(Collected data)
# # # # #
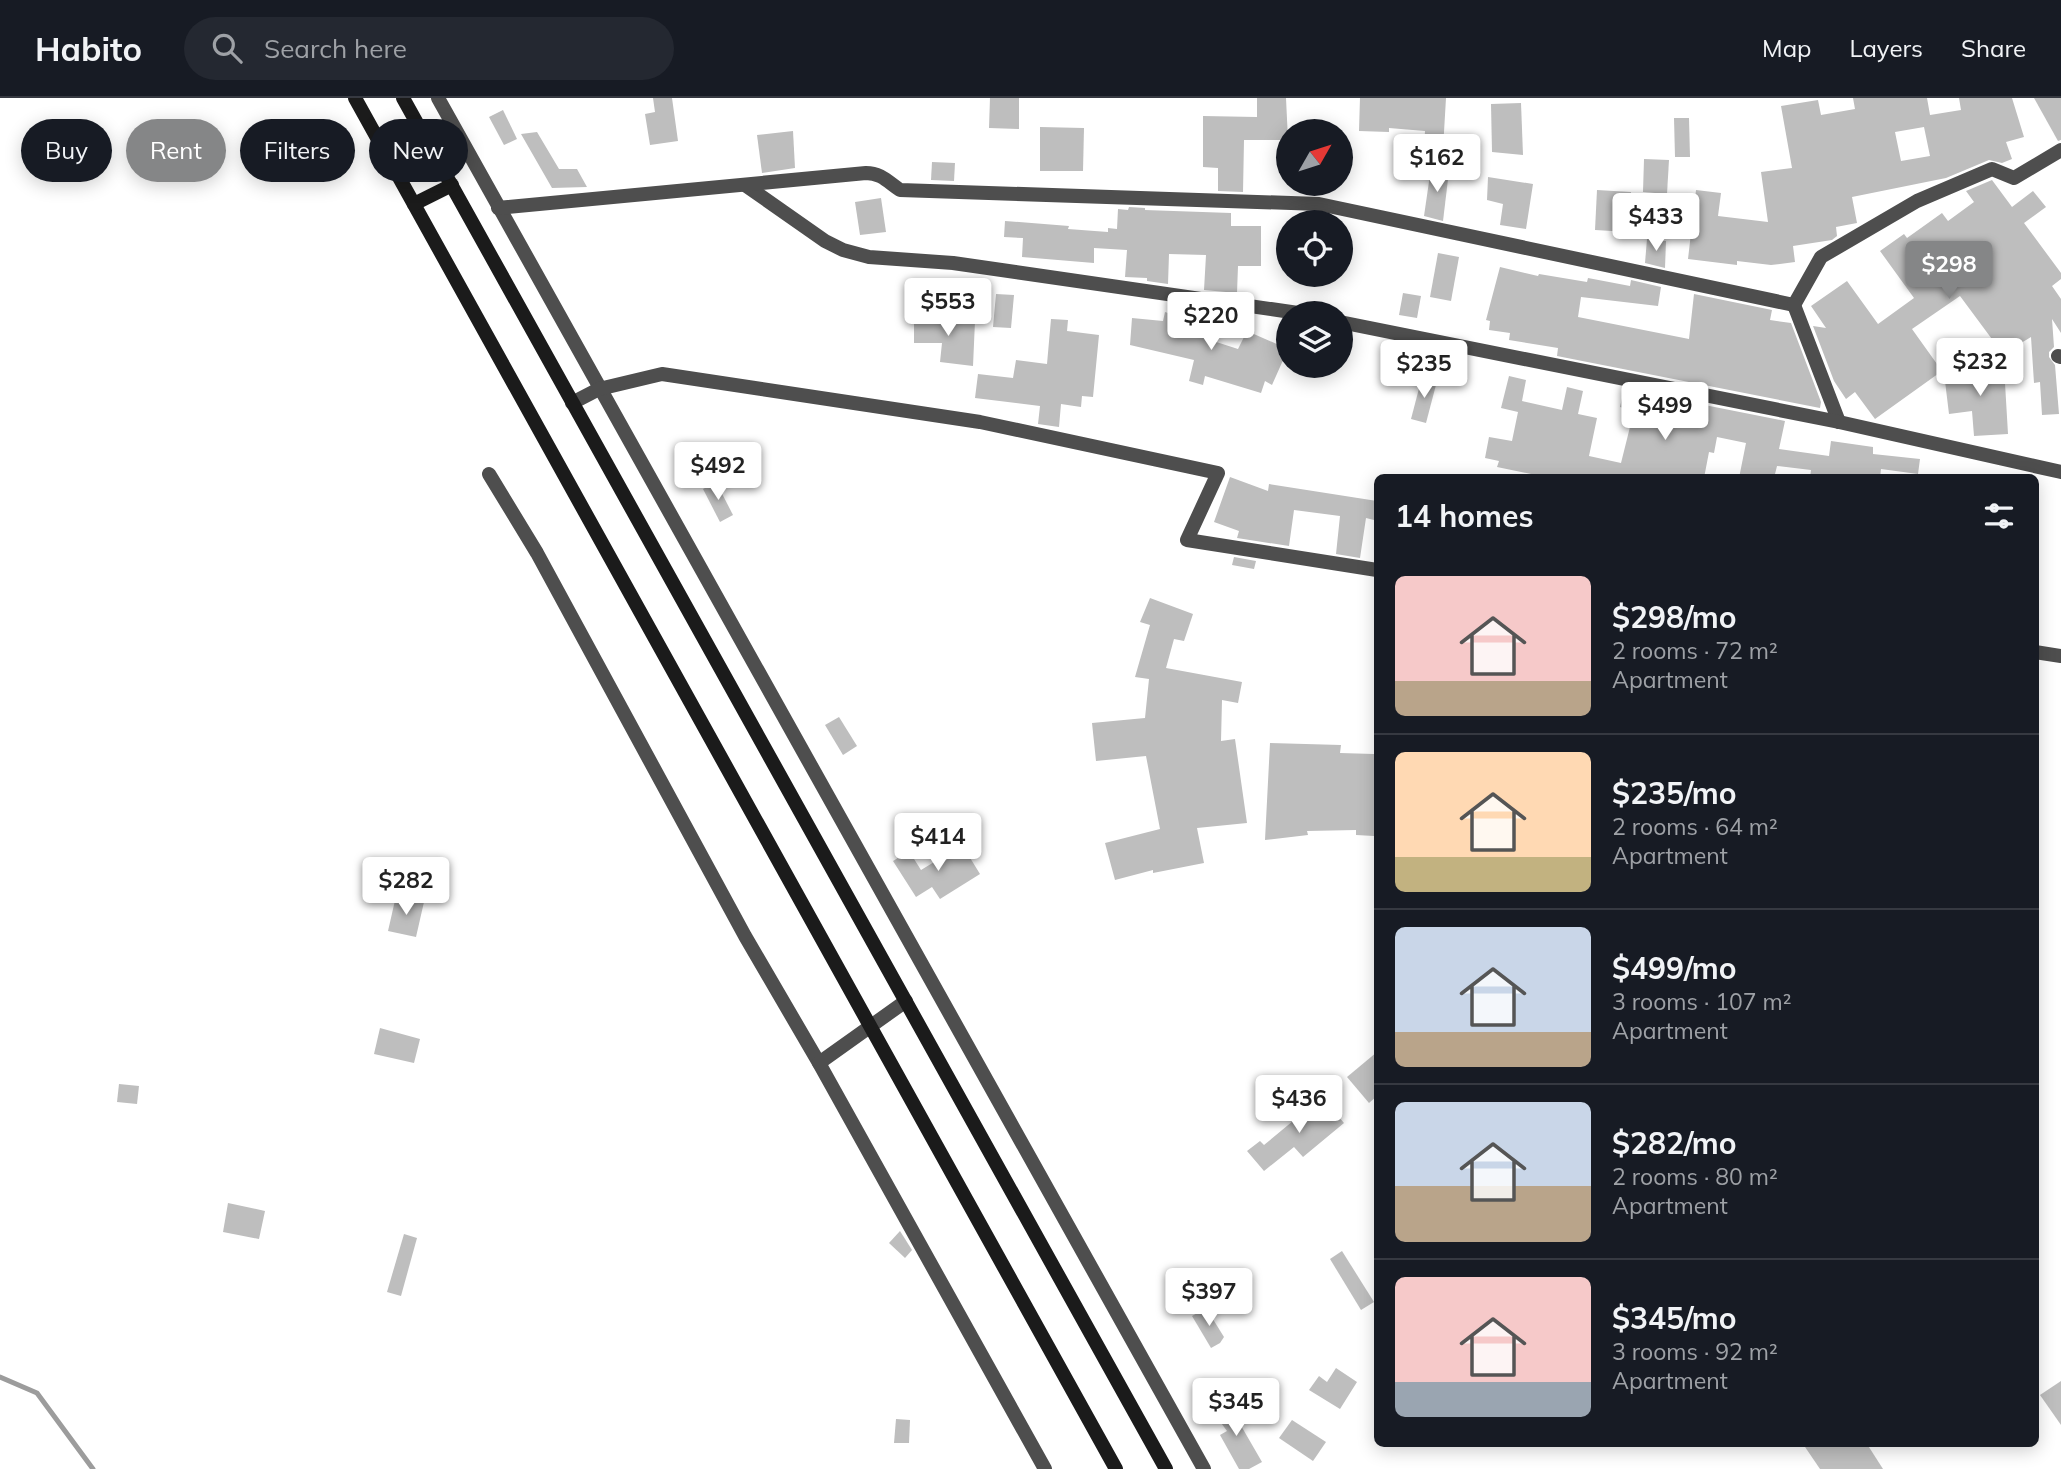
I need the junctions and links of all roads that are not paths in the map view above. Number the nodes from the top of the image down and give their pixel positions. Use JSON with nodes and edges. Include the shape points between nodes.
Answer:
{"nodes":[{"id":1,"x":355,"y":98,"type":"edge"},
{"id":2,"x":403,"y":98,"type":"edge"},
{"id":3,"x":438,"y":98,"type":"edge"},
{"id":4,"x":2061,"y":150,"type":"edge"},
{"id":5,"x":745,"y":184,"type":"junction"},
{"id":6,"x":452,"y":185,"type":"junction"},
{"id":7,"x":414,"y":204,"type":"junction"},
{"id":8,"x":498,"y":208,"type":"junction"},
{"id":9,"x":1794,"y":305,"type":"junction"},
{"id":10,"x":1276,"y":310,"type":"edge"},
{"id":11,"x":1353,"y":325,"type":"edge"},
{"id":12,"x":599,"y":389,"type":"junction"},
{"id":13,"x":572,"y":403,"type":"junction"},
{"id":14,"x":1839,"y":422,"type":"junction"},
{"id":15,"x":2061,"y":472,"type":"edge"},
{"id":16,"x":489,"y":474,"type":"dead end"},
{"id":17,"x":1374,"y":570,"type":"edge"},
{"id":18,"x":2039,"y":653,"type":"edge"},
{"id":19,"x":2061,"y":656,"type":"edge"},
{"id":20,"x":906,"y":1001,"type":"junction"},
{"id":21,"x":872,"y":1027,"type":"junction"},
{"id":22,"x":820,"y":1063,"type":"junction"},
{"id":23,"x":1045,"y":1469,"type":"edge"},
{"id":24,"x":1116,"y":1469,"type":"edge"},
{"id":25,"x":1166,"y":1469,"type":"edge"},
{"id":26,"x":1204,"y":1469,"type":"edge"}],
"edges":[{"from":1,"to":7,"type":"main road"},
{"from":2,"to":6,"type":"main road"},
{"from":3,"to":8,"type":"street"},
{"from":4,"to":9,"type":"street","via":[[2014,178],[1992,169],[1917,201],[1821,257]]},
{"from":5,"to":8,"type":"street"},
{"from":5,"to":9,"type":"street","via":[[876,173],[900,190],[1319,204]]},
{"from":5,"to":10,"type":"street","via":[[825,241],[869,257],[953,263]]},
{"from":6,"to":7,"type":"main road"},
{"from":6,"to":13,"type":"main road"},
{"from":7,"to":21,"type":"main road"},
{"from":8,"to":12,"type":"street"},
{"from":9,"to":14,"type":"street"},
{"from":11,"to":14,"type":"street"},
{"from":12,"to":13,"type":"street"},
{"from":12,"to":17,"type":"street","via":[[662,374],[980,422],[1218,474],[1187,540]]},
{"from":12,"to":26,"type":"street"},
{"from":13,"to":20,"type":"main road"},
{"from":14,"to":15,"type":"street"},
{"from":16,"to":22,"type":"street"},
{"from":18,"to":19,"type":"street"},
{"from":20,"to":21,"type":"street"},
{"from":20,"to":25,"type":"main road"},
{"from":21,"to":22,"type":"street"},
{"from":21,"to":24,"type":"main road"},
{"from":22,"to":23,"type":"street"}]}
# # # # #
→ The problem: Work through the data and report how many of its lines hold the word "main", giving only the figure.

→ Reply to the exercise: 8